EXERCISE REQUIREMENTS:
Exact copy, no pictures: reproduce every record below as it stands.

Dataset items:
::::

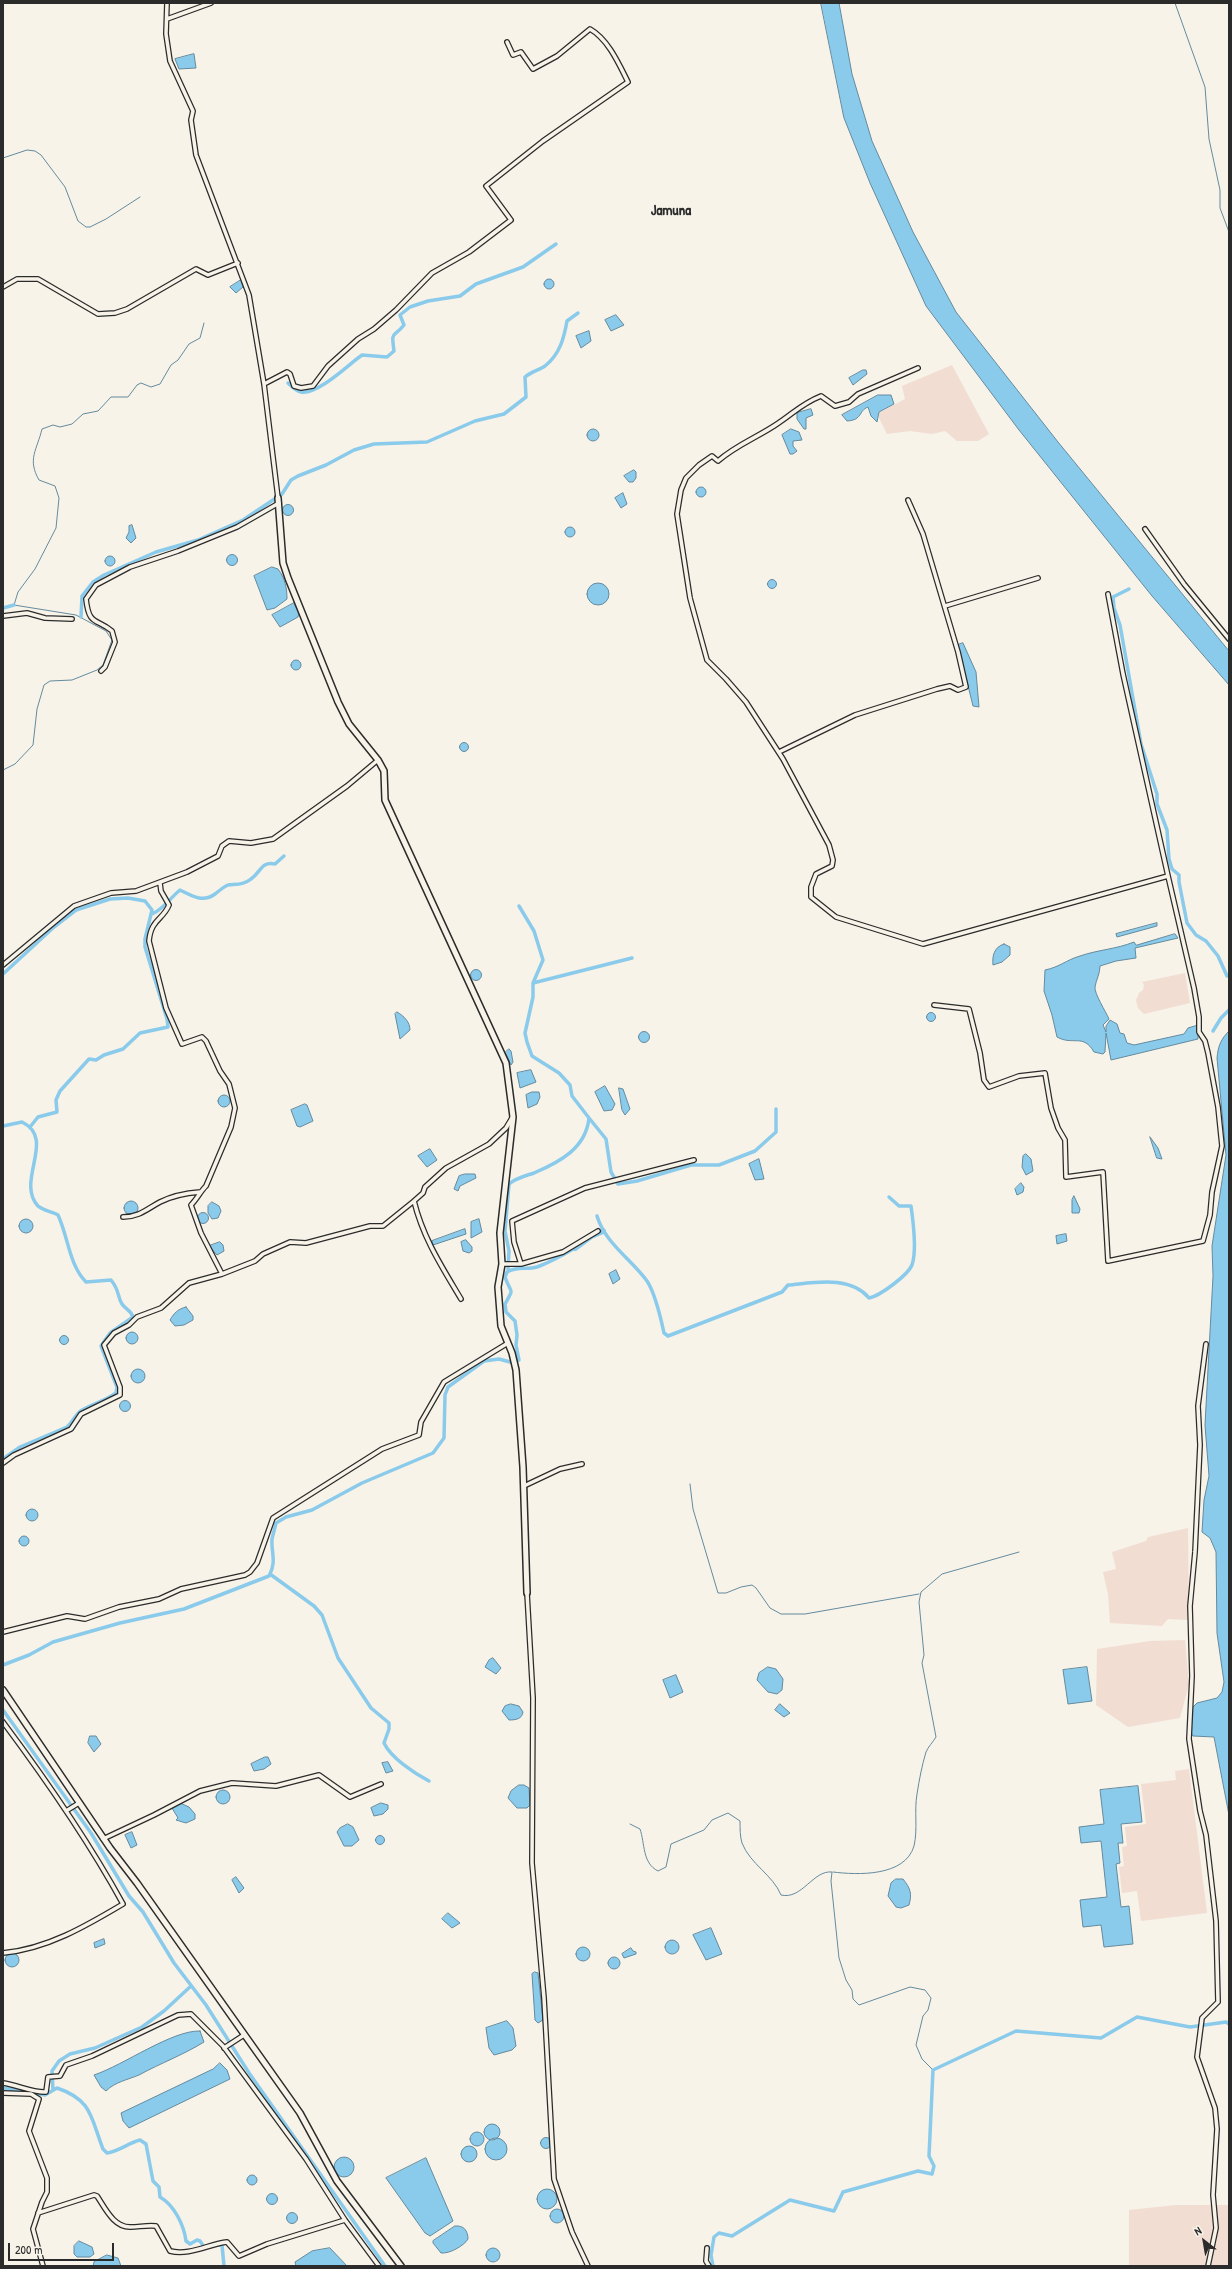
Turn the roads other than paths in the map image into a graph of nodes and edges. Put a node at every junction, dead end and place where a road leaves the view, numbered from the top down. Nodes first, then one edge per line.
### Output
1 (167, 3) edge
2 (211, 3) edge
3 (167, 19) junction
4 (508, 42) dead end
5 (238, 263) junction
6 (3, 287) edge
7 (918, 368) dead end
8 (264, 384) junction
9 (278, 500) junction
10 (908, 500) dead end
11 (1145, 529) dead end
12 (1038, 578) dead end
13 (1108, 594) dead end
14 (945, 606) junction
15 (3, 616) edge
16 (72, 618) dead end
17 (1229, 639) edge
18 (101, 671) dead end
19 (779, 752) junction
20 (378, 760) junction
21 (1168, 876) junction
22 (160, 882) junction
23 (3, 965) edge
24 (934, 1005) dead end
25 (513, 1117) junction
26 (694, 1160) dead end
27 (200, 1192) junction
28 (414, 1201) junction
29 (123, 1217) dead end
30 (598, 1231) dead end
31 (502, 1264) junction
32 (521, 1264) junction
33 (222, 1274) junction
34 (461, 1299) dead end
35 (508, 1343) junction
36 (1206, 1344) dead end
37 (3, 1462) edge
38 (582, 1464) dead end
39 (524, 1486) junction
40 (527, 1593) joint
41 (3, 1632) edge
42 (3, 1690) edge
43 (3, 1722) edge
44 (381, 1784) dead end
45 (79, 1803) junction
46 (66, 1811) junction
47 (103, 1839) junction
48 (3, 1953) edge
49 (244, 2035) junction
50 (225, 2047) junction
51 (3, 2083) edge
52 (3, 2093) edge
53 (38, 2213) junction
54 (345, 2220) junction
55 (707, 2248) dead end
56 (42, 2266) edge
57 (379, 2266) edge
58 (401, 2266) edge
59 (588, 2266) edge
60 (709, 2266) edge
61 (1208, 2266) edge

1 - 3 street
2 - 3 street
3 - 5 street
4 - 8 street
5 - 6 street
5 - 8 street
7 - 19 street
8 - 9 street
9 - 18 street
9 - 20 street
10 - 14 street
11 - 17 street
12 - 14 street
13 - 21 street
14 - 19 street
15 - 16 street
19 - 21 street
20 - 22 street
20 - 25 street
21 - 24 street
22 - 23 street
22 - 27 street
25 - 28 street
25 - 31 street
26 - 32 street
27 - 29 street
27 - 33 street
28 - 33 street
28 - 34 street
30 - 32 street
31 - 32 street
31 - 35 street
33 - 37 street
35 - 39 street
35 - 41 street
36 - 61 street
38 - 39 street
39 - 40 street
40 - 59 street
42 - 45 street
43 - 46 street
44 - 47 street
45 - 46 street
45 - 47 street
46 - 48 street
47 - 49 street
49 - 50 street
49 - 58 street
50 - 51 street
50 - 54 street
52 - 53 street
53 - 54 street
53 - 56 street
54 - 57 street
55 - 60 street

::::

EXERCISE SOLUTION:
Turn the roads other than paths in the map image into a graph of nodes and edges. Put a node at every junction, dead end and place where a road leaves the view, numbered from the top down. Nodes first, then one edge per line.
### Output
1 (167, 3) edge
2 (211, 3) edge
3 (167, 19) junction
4 (508, 42) dead end
5 (238, 263) junction
6 (3, 287) edge
7 (918, 368) dead end
8 (264, 384) junction
9 (278, 500) junction
10 (908, 500) dead end
11 (1145, 529) dead end
12 (1038, 578) dead end
13 (1108, 594) dead end
14 (945, 606) junction
15 (3, 616) edge
16 (72, 618) dead end
17 (1229, 639) edge
18 (101, 671) dead end
19 (779, 752) junction
20 (378, 760) junction
21 (1168, 876) junction
22 (160, 882) junction
23 (3, 965) edge
24 (934, 1005) dead end
25 (513, 1117) junction
26 (694, 1160) dead end
27 (200, 1192) junction
28 (414, 1201) junction
29 (123, 1217) dead end
30 (598, 1231) dead end
31 (502, 1264) junction
32 (521, 1264) junction
33 (222, 1274) junction
34 (461, 1299) dead end
35 (508, 1343) junction
36 (1206, 1344) dead end
37 (3, 1462) edge
38 (582, 1464) dead end
39 (524, 1486) junction
40 (527, 1593) joint
41 (3, 1632) edge
42 (3, 1690) edge
43 (3, 1722) edge
44 (381, 1784) dead end
45 (79, 1803) junction
46 (66, 1811) junction
47 (103, 1839) junction
48 (3, 1953) edge
49 (244, 2035) junction
50 (225, 2047) junction
51 (3, 2083) edge
52 (3, 2093) edge
53 (38, 2213) junction
54 (345, 2220) junction
55 (707, 2248) dead end
56 (42, 2266) edge
57 (379, 2266) edge
58 (401, 2266) edge
59 (588, 2266) edge
60 (709, 2266) edge
61 (1208, 2266) edge

1 - 3 street
2 - 3 street
3 - 5 street
4 - 8 street
5 - 6 street
5 - 8 street
7 - 19 street
8 - 9 street
9 - 18 street
9 - 20 street
10 - 14 street
11 - 17 street
12 - 14 street
13 - 21 street
14 - 19 street
15 - 16 street
19 - 21 street
20 - 22 street
20 - 25 street
21 - 24 street
22 - 23 street
22 - 27 street
25 - 28 street
25 - 31 street
26 - 32 street
27 - 29 street
27 - 33 street
28 - 33 street
28 - 34 street
30 - 32 street
31 - 32 street
31 - 35 street
33 - 37 street
35 - 39 street
35 - 41 street
36 - 61 street
38 - 39 street
39 - 40 street
40 - 59 street
42 - 45 street
43 - 46 street
44 - 47 street
45 - 46 street
45 - 47 street
46 - 48 street
47 - 49 street
49 - 50 street
49 - 58 street
50 - 51 street
50 - 54 street
52 - 53 street
53 - 54 street
53 - 56 street
54 - 57 street
55 - 60 street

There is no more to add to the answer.